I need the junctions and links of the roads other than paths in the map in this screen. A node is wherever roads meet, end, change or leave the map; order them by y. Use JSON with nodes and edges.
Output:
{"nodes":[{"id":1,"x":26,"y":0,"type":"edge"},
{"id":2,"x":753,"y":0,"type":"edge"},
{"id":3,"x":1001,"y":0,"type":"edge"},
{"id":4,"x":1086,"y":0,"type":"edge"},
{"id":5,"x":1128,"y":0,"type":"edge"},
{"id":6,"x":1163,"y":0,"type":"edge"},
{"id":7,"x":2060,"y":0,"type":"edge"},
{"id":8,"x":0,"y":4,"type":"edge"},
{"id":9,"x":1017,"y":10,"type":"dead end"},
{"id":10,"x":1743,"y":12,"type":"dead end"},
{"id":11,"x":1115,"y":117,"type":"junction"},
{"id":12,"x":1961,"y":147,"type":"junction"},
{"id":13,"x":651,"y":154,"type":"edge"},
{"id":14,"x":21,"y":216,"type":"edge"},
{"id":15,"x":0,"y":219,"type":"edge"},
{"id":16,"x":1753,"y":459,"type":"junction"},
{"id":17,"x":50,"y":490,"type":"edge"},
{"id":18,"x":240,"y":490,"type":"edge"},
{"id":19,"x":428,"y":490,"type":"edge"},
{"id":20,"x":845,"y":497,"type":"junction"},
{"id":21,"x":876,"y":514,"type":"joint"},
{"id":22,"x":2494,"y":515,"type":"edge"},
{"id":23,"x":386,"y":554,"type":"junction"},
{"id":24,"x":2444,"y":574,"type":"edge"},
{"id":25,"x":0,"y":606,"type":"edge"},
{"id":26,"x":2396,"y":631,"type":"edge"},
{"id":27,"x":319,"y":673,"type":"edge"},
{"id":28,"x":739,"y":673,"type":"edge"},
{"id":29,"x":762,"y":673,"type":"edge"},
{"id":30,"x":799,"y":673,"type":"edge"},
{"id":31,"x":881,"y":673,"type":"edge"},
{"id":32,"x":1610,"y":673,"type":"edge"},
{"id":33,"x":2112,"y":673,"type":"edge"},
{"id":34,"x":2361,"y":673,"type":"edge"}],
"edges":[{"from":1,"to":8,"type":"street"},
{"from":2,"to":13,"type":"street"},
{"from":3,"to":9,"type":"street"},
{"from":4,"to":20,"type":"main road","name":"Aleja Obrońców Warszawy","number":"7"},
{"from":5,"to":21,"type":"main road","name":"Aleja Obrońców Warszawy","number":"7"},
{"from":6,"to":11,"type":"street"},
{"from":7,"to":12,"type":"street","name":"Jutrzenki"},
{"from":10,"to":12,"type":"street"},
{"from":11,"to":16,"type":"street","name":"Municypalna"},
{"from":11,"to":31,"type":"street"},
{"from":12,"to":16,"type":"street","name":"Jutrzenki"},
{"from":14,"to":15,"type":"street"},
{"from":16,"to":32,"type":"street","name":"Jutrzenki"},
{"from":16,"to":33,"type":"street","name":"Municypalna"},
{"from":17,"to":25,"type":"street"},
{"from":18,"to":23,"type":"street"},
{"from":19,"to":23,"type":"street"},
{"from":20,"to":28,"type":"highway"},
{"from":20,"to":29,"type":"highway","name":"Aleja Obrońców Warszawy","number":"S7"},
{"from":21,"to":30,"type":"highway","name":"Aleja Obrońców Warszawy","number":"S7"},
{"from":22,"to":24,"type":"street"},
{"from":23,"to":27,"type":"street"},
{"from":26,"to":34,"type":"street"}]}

_ _ _ _

» **Exercise directions**
No line may be left out; the records are to be transcribed in full.

» **Output for this task**
I need the junctions and links of the roads other than paths in the map in this screen. A node is wherever roads meet, end, change or leave the map; order them by y. Use JSON with nodes and edges.
Output:
{"nodes":[{"id":1,"x":26,"y":0,"type":"edge"},
{"id":2,"x":753,"y":0,"type":"edge"},
{"id":3,"x":1001,"y":0,"type":"edge"},
{"id":4,"x":1086,"y":0,"type":"edge"},
{"id":5,"x":1128,"y":0,"type":"edge"},
{"id":6,"x":1163,"y":0,"type":"edge"},
{"id":7,"x":2060,"y":0,"type":"edge"},
{"id":8,"x":0,"y":4,"type":"edge"},
{"id":9,"x":1017,"y":10,"type":"dead end"},
{"id":10,"x":1743,"y":12,"type":"dead end"},
{"id":11,"x":1115,"y":117,"type":"junction"},
{"id":12,"x":1961,"y":147,"type":"junction"},
{"id":13,"x":651,"y":154,"type":"edge"},
{"id":14,"x":21,"y":216,"type":"edge"},
{"id":15,"x":0,"y":219,"type":"edge"},
{"id":16,"x":1753,"y":459,"type":"junction"},
{"id":17,"x":50,"y":490,"type":"edge"},
{"id":18,"x":240,"y":490,"type":"edge"},
{"id":19,"x":428,"y":490,"type":"edge"},
{"id":20,"x":845,"y":497,"type":"junction"},
{"id":21,"x":876,"y":514,"type":"joint"},
{"id":22,"x":2494,"y":515,"type":"edge"},
{"id":23,"x":386,"y":554,"type":"junction"},
{"id":24,"x":2444,"y":574,"type":"edge"},
{"id":25,"x":0,"y":606,"type":"edge"},
{"id":26,"x":2396,"y":631,"type":"edge"},
{"id":27,"x":319,"y":673,"type":"edge"},
{"id":28,"x":739,"y":673,"type":"edge"},
{"id":29,"x":762,"y":673,"type":"edge"},
{"id":30,"x":799,"y":673,"type":"edge"},
{"id":31,"x":881,"y":673,"type":"edge"},
{"id":32,"x":1610,"y":673,"type":"edge"},
{"id":33,"x":2112,"y":673,"type":"edge"},
{"id":34,"x":2361,"y":673,"type":"edge"}],
"edges":[{"from":1,"to":8,"type":"street"},
{"from":2,"to":13,"type":"street"},
{"from":3,"to":9,"type":"street"},
{"from":4,"to":20,"type":"main road","name":"Aleja Obrońców Warszawy","number":"7"},
{"from":5,"to":21,"type":"main road","name":"Aleja Obrońców Warszawy","number":"7"},
{"from":6,"to":11,"type":"street"},
{"from":7,"to":12,"type":"street","name":"Jutrzenki"},
{"from":10,"to":12,"type":"street"},
{"from":11,"to":16,"type":"street","name":"Municypalna"},
{"from":11,"to":31,"type":"street"},
{"from":12,"to":16,"type":"street","name":"Jutrzenki"},
{"from":14,"to":15,"type":"street"},
{"from":16,"to":32,"type":"street","name":"Jutrzenki"},
{"from":16,"to":33,"type":"street","name":"Municypalna"},
{"from":17,"to":25,"type":"street"},
{"from":18,"to":23,"type":"street"},
{"from":19,"to":23,"type":"street"},
{"from":20,"to":28,"type":"highway"},
{"from":20,"to":29,"type":"highway","name":"Aleja Obrońców Warszawy","number":"S7"},
{"from":21,"to":30,"type":"highway","name":"Aleja Obrońców Warszawy","number":"S7"},
{"from":22,"to":24,"type":"street"},
{"from":23,"to":27,"type":"street"},
{"from":26,"to":34,"type":"street"}]}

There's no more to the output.